Beer Showcase | 3 Floyds Dark Lord Vertical 2014 – 2017
The Dark Lord Himself Has Arisen.
I recently had the honor of conducting a 3 Floyds Brewing tasting that I never thought I would have the opportunity to do. About two and a half years ago, when I was just starting out with craft beer, I did some research and threw together a short bucket list of beers I wanted to try before I died. Well, I’ve completed that list already because, in back-to-back days, I tried Pliny the Younger and engaged in a Dark Lord vertical tasting.
Consisting of Dark Lord from 2014, 2015, 2016 and 2017, it was obvious it was not going to be a light night. I decided to make it interesting by blindfolding myself. I then poured a taster from each bottle and made an unbiased decision off-the-bat as to which year I liked the best. No influence from Untappd voters, wax color, label art side-eyes, or anything else. Just pure taste
Just for fun, I decided to try and guess which year was which — It didn’t go well. Of the four, I was able to guess 2014 based on the viscosity and overwhelming sweetness. As for the others, I simply could not distinguish the difference. Although in hindsight, 2017 was easy to discover as it was clearly the thinnest.

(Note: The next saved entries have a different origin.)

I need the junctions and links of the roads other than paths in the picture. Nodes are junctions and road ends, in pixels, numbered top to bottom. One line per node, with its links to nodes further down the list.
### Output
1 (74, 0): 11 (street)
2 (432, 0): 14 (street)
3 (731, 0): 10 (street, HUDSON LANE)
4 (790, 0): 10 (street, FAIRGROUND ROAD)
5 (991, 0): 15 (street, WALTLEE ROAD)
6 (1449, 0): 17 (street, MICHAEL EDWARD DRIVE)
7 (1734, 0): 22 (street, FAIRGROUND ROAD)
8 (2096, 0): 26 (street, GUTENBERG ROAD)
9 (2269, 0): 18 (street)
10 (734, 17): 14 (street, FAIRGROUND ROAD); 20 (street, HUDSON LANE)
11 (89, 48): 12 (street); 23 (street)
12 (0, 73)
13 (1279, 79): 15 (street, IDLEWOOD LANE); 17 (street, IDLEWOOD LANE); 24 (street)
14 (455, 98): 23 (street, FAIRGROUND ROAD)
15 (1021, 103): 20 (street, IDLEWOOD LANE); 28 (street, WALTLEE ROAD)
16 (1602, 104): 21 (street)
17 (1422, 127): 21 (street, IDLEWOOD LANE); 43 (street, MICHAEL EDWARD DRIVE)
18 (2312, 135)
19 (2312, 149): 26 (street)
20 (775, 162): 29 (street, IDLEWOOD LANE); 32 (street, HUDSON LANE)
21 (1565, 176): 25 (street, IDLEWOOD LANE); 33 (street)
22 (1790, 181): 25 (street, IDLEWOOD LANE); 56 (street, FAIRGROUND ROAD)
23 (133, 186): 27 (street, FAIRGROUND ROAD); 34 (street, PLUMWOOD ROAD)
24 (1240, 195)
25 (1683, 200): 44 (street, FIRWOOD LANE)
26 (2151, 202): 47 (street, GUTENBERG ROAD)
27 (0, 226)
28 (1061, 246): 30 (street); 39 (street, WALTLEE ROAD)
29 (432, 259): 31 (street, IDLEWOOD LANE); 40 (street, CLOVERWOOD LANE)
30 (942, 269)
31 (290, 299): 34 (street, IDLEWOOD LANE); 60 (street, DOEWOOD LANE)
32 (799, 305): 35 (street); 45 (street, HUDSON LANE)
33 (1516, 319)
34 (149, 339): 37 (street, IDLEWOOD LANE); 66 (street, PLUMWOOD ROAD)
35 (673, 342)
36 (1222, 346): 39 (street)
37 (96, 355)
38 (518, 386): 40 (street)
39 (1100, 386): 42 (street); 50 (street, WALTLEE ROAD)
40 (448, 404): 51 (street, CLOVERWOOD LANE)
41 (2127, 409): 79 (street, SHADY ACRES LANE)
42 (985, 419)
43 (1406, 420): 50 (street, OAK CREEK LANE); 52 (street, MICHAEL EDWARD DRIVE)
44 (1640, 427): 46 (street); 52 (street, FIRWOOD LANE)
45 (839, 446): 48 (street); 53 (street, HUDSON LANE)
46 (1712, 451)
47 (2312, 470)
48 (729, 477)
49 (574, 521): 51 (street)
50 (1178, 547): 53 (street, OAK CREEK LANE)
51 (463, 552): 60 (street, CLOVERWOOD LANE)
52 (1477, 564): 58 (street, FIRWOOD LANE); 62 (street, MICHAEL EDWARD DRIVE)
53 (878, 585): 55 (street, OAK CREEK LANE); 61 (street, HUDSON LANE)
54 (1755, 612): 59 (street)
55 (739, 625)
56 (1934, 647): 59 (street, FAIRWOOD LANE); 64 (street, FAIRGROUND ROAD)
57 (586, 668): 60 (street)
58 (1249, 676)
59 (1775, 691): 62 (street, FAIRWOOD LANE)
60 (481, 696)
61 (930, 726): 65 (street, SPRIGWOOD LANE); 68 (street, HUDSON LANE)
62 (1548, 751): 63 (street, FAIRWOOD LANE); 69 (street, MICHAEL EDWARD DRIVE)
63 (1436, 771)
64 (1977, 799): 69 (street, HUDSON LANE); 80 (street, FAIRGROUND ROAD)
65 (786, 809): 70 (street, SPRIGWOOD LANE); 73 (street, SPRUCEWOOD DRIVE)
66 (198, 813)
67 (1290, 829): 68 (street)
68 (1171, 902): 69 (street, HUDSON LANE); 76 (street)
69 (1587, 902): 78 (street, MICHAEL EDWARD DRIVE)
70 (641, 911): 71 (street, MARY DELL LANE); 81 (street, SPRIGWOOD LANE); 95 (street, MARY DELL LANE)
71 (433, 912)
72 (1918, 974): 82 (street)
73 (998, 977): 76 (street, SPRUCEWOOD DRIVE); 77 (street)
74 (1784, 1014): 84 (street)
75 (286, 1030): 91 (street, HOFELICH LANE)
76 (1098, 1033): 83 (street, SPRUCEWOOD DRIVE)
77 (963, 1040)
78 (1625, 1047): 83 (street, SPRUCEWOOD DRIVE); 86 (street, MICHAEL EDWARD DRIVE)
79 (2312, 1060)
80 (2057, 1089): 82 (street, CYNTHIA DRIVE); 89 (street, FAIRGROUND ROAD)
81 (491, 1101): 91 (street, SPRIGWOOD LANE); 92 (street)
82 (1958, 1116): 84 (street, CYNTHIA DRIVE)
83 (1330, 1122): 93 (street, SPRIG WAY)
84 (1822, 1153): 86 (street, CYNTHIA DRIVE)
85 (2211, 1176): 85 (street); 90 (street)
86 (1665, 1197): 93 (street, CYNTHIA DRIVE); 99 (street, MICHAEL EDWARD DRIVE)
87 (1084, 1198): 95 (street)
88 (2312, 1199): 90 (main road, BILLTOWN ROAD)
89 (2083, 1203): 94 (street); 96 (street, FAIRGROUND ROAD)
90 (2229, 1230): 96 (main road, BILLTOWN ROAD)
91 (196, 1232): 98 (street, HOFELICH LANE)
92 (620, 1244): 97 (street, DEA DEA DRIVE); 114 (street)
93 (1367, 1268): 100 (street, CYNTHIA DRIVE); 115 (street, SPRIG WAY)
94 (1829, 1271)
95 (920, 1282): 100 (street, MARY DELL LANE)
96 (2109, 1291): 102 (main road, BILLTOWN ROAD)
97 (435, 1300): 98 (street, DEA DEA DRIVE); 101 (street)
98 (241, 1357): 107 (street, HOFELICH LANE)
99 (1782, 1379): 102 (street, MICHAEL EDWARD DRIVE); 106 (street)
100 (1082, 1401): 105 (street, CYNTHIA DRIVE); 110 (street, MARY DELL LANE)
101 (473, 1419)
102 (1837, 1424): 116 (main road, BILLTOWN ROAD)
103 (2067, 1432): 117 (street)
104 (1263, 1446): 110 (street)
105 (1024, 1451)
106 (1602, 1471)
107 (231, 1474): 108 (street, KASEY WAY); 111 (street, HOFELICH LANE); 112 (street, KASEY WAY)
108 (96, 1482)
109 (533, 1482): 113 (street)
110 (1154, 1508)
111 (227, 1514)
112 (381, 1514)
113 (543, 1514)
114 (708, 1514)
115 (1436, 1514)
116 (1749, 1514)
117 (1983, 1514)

Here’s my breakdown of each individual year, sorted in order.
Dark Lord 2014
- Pours pitch black; very syrupy; no discernible head; and a thin, tan lace.
- The nose is very sweet and roasty, finishing with noticeable hints of molasses. Dark fruit comes next, and a distinct soy sauce aroma rounds it out.
- The flavors match a lot of the nose characteristics. Overall it was profoundly sweet with a dark chocolate and a roasty, coffee finish.
- Syrupy body, very sticky. Low carb, smooth finish.
Grade: 4.3 / 5
Dark Lord 2015
- Pours black with a nice tan head of foam that bubbles away quickly.
- Nice sweet nose, bursting with vanilla and dark roast coffee. Hints of molasses and dark fruit linger.
- The flavors here are dominated by bitter coffee, sweet vanilla, and had a roasty finish. Good balance.
- Medium body, not too syrupy and thick. Smooth finish, great carb for a two-year-old bottle.
Grade: 4.4 / 5
Dark Lord 2016
- Pours pitch black; nice tan head of foam; and thin, but even, lace retention.
- Great nose. Roasty, chocolate, vanilla, very mellow soy and molasses to round it out. A little bit of everything.
- Sweet, chocolatey, bitter flavors Hints of vanilla sweetness and dark fruits. Slightly bitter finish.
- Thick and syrupy, very sticky. Not a bad body but a little too heavy for my liking.
Grade: 4.3 / 5
Dark Lord 2017
- Pours dark brown (almost black) with a nice low head of brown foam; and thin lacing.
- The nose is good on this version. Roasty coffee, vanilla, slight stinging bitter molasses quality.
- Coffee and vanilla dominate this one. Molasses, hints of soy. Bitter finish.
- Body is thin, sticky, but very smooth.
Grade: 4.25 / 5
Overall, the 2015 bottle took the prize for best Dark Lord, but only by a slight margin. The entire Dark Lord vertical proved to be an awesome experience, offering this California writer an opportunity to try not only one, but four but different years of a popular Midwestern beer. Next stop, flying out to Indiana to experience Dark Lord Day itself.
A couple finishing pointers for those of you wanting to try this yourself:
How did I get these?
I live in Southern California, where Fremont stouts are not too difficult to fine when they’re released. I ended up trading a 1:1 ratio for each bottle, giving up Barrel-Aged Dark Star, Coffee BA Dark Star, and B-Bomb for three of them, and a few cans of Monkish IPAs for the 4th.
Is there anything to keep in mind when tasting?
These are heavy, heavy beers and they are exceptionally sweet; I’ve had friends call them liquid diabetes. Not to take anything away from them, they’re fantastic. But trying four in one night requires a few friends. My buddy and I polished the four Dark Lords off as well as a bottle of Fireplace Bananas in one night. He ate before, and I didn’t. And I’m not recommending eating for the obvious reasons of absorbing the alcohol, but in the process I learned two things. First, from what I found on the internet, each of these babies pack over 800 calories each. Second, if you don’t mix this with something else in your stomach, I promise you that the next morning will not be kind to you, and counting bathroom tiles will be your only morning activity. TMI, you say? Too bad…this is a very serious warning to you.
So enjoy, be safe, and may the Dark Lord himself bless your next Whale Tasting. Enjoy!